I’ve sometimes wondered what would have happened had the mass been reformed in the 19th Centiry- after the First Vatican Council. I highly doubt the changes would have been as drastic as what we now have, since it was a time in history that greatly admired the piety and aesthetics of the Middle Ages. The vernacular translations likely would have been more on the archaic/poetic side. For us English speakers, the mass would probably look a lot like an Anglo-Catholic service.
 
It often seems that people think the NO itself is partially responsible for the disintegration. I guess the question is whether that view is accurate, or whether the problems were a result of the time at which it was implemented. Personally, I think that there is nothing wrong with the NO and that it would not have caused as many problems had it been issued in a more stable and conservative time.
 
Personally, I think that there is nothing wrong with the NO and that it would not have caused as many problems had it been issued in a more stable and conservative time.
Well, since 300 AD is what its practices cite, would you consider that time to be more stable and conservative? 🙂
 
It was meant in exaggeration, actually. I think the writer was looking for perhaps an earlier decade or two, to which I can only cite the Council of Pistoia which tried to install something similar to the NO back in 1786. Who knows if it would have caught on better.
 
It was meant in exaggeration, actually. I think the writer was looking for perhaps an earlier decade or two, to which I can only cite the Council of Pistoia which tried to install something similar to the NO back in 1786. Who knows if it would have caught on better.
As I recall, the notion of a vernacular Mass, along with the other 84 propositions of the Council, were categorically condemned by Pope Pius VI. So clearly it wouldn’t have.
 
Would all the disintergration that followed the institution of the NO still have happened?
That’s only been true in the West. If a reform works in China and Africa and Latin America, but not in the rich countries, can we say that, on balance, it was bad thing? Obviously as a Westerner I’m not too happy about it, but my parochial view isn’t the whole.

Had NO been introduced at Trent it would have been very dangerous. Either it would have healed the Protestant schism or, more likely, it would have been the end of the Church and Christianity would be simply a collection of Protestant sects.

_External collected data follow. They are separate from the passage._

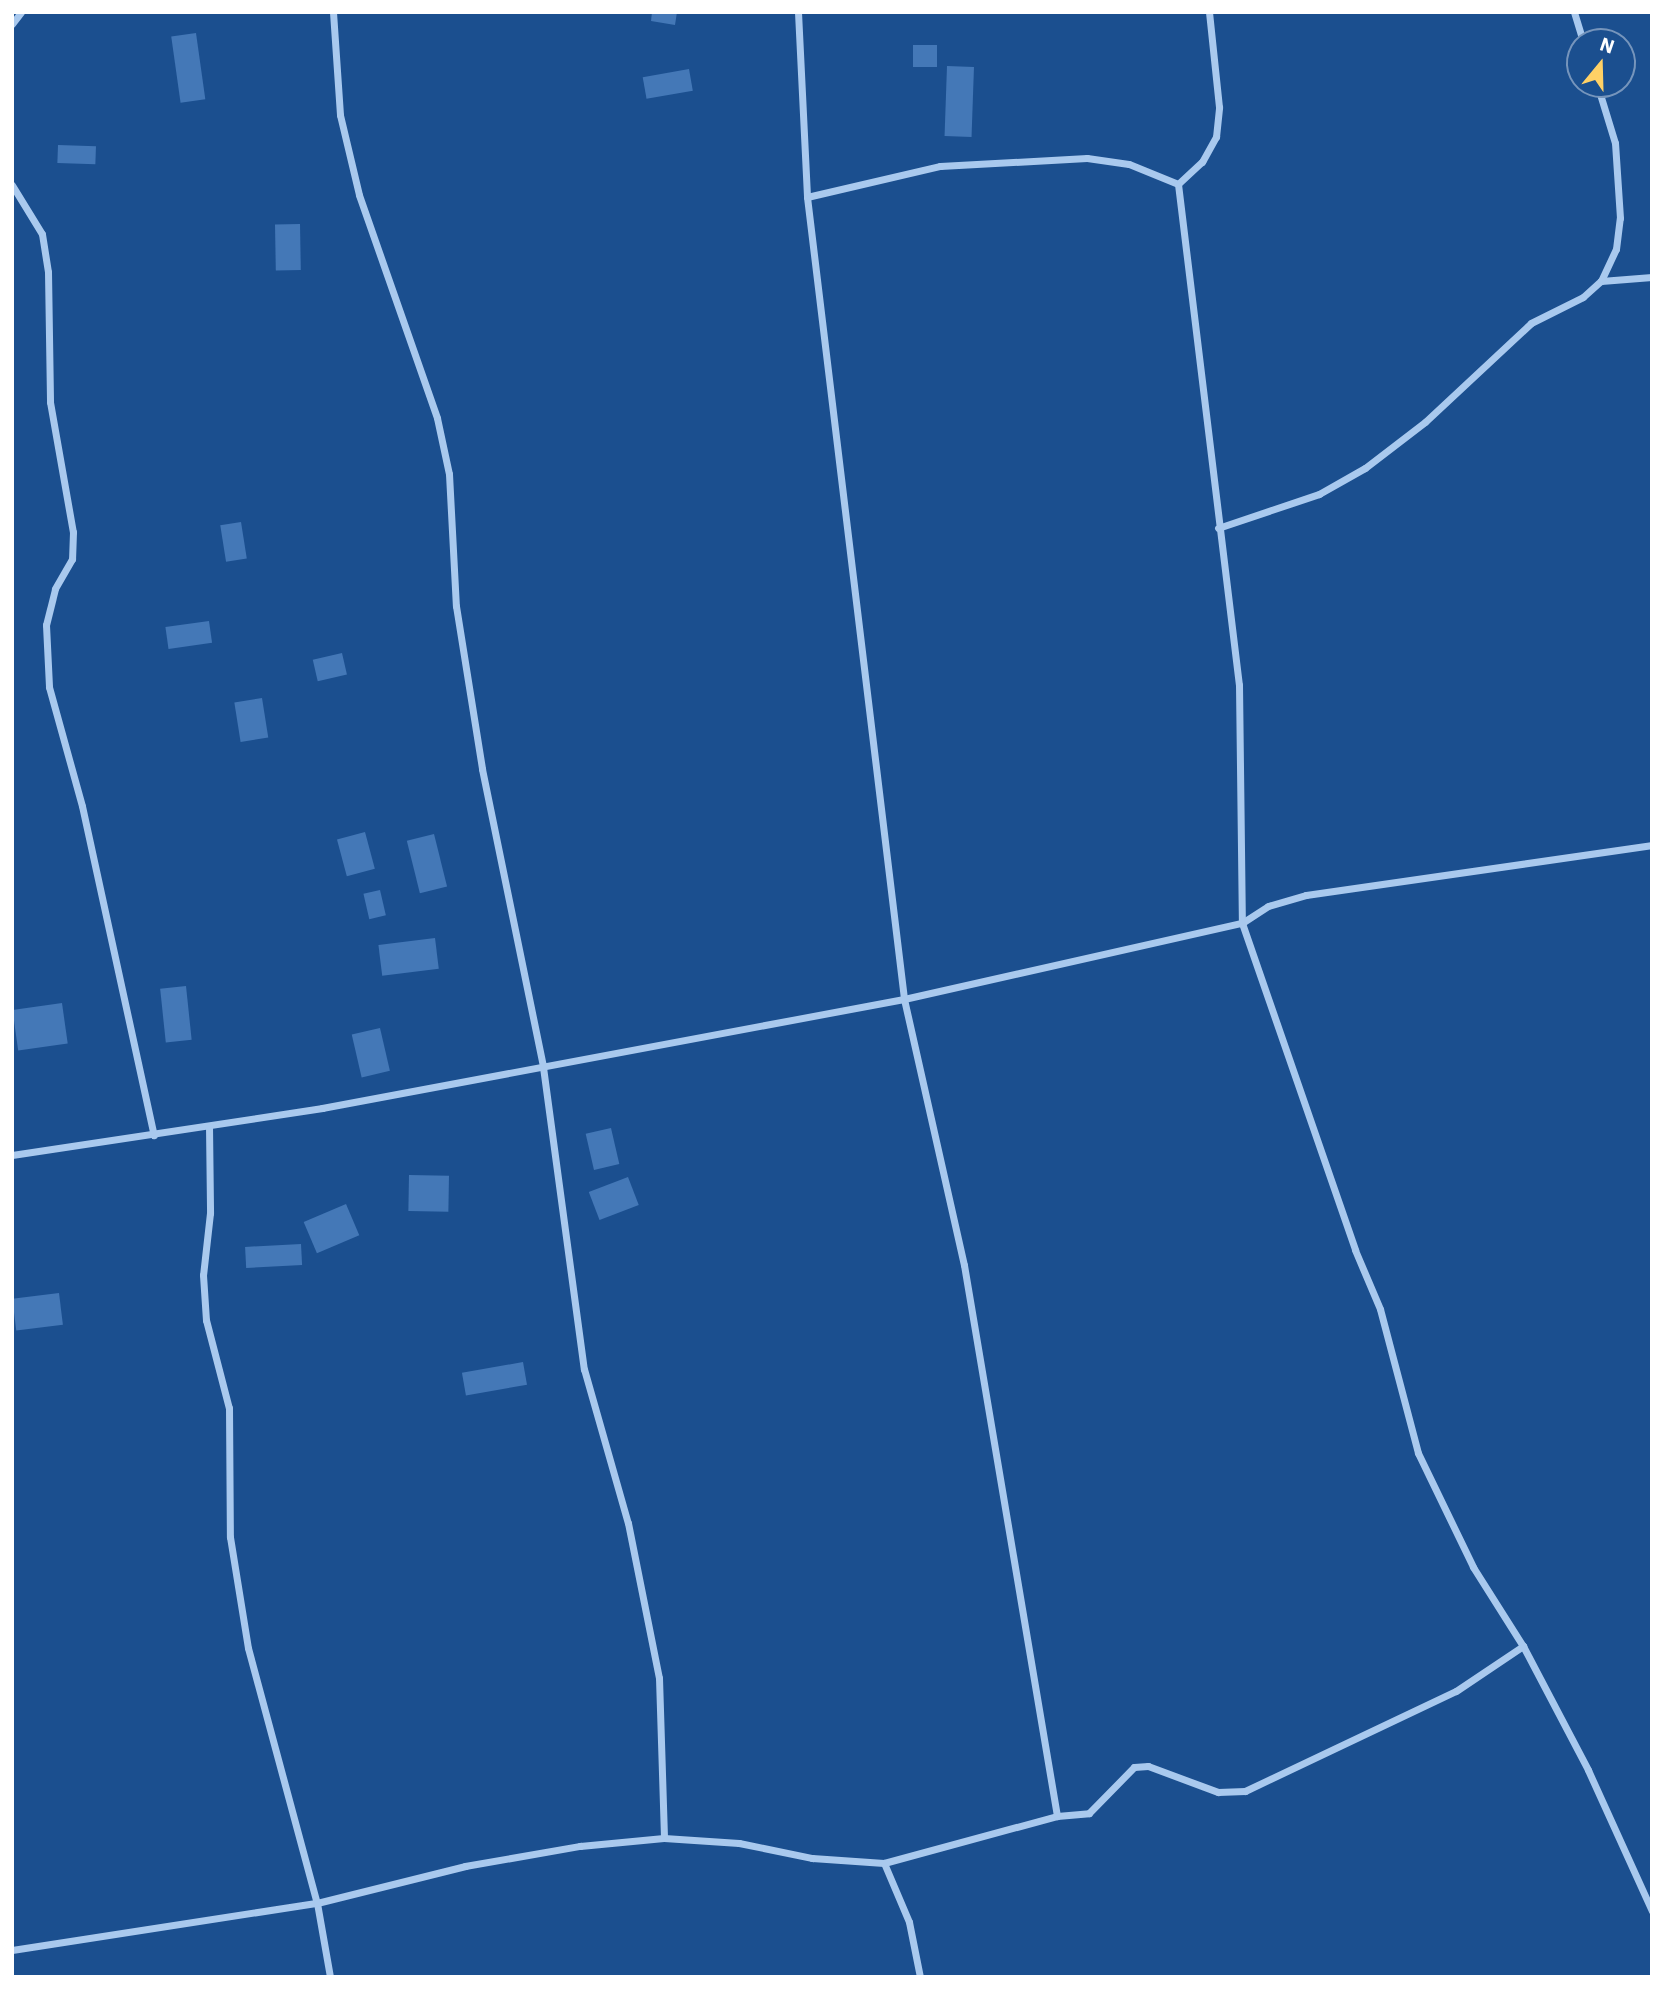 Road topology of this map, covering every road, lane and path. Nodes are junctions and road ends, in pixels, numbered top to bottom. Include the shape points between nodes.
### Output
1 (21, 12) edge
2 (333, 12) edge
3 (798, 12) edge
4 (1209, 12) edge
5 (12, 24) edge
6 (1601, 98) edge
7 (1178, 184) junction
8 (12, 185) edge
9 (807, 197) junction
10 (1652, 277) edge
11 (1601, 281) junction
12 (1218, 528) junction
13 (1652, 845) edge
14 (1242, 923) junction
15 (904, 999) junction
16 (543, 1067) junction
17 (209, 1126) junction
18 (154, 1135) junction
19 (12, 1155) edge
20 (1523, 1646) junction
21 (1057, 1816) junction
22 (664, 1838) junction
23 (884, 1863) junction
24 (317, 1903) junction
25 (1652, 1911) edge
26 (12, 1950) edge
27 (330, 1977) edge
28 (920, 1977) edge

1 - 5 street
2 - 16 street via 340,115 359,195 436,418 449,474 456,606 479,755
3 - 9 street
4 - 7 street via 1219,107 1216,137 1202,162
6 - 11 street via 1615,143 1620,218 1616,249
7 - 9 street via 1129,164 1087,158 940,166
7 - 12 street
8 - 18 street via 42,234 48,272 50,402 73,532 72,559 55,589 46,625 49,687 82,806
9 - 15 street
10 - 11 street
11 - 12 street via 1583,297 1531,323 1425,422 1365,468 1319,494
12 - 14 street via 1239,685
13 - 14 street via 1306,895 1268,906
14 - 15 street
14 - 20 street via 1355,1250 1380,1309 1418,1453 1473,1567
15 - 16 street
15 - 21 street via 964,1265
16 - 17 street
16 - 22 street via 584,1369 628,1523 659,1678
17 - 18 street
17 - 24 street via 210,1213 203,1275 206,1320 229,1408 230,1537 248,1648
18 - 19 street
20 - 21 street via 1456,1691 1245,1791 1219,1792 1148,1766 1134,1767 1089,1813
20 - 25 street via 1588,1770
21 - 23 street
22 - 23 street via 739,1843 812,1858
22 - 24 street via 580,1846 465,1866
23 - 28 street via 909,1922
24 - 26 street
24 - 27 street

Had it been introduced in the eighteenth or nineteenth centuries, it might have been a good thing. These were very bad centuries for the Church. The crisis of the Reformation was over, but the Church didn’t move on from there, and became more and more marginalised. I don’t think we can know whether a Vatican II, say, before the French Revolution would have reinvigorated the Church or not . A Vatican II in the C19th might have been as you suggest. A Vatican II in the early part of the C20th it wiould have been dominated by the political crisis of the World Wars. The 60s look like a period of turbulence from our perspective, but in comparison to the rest of history they were quite mild.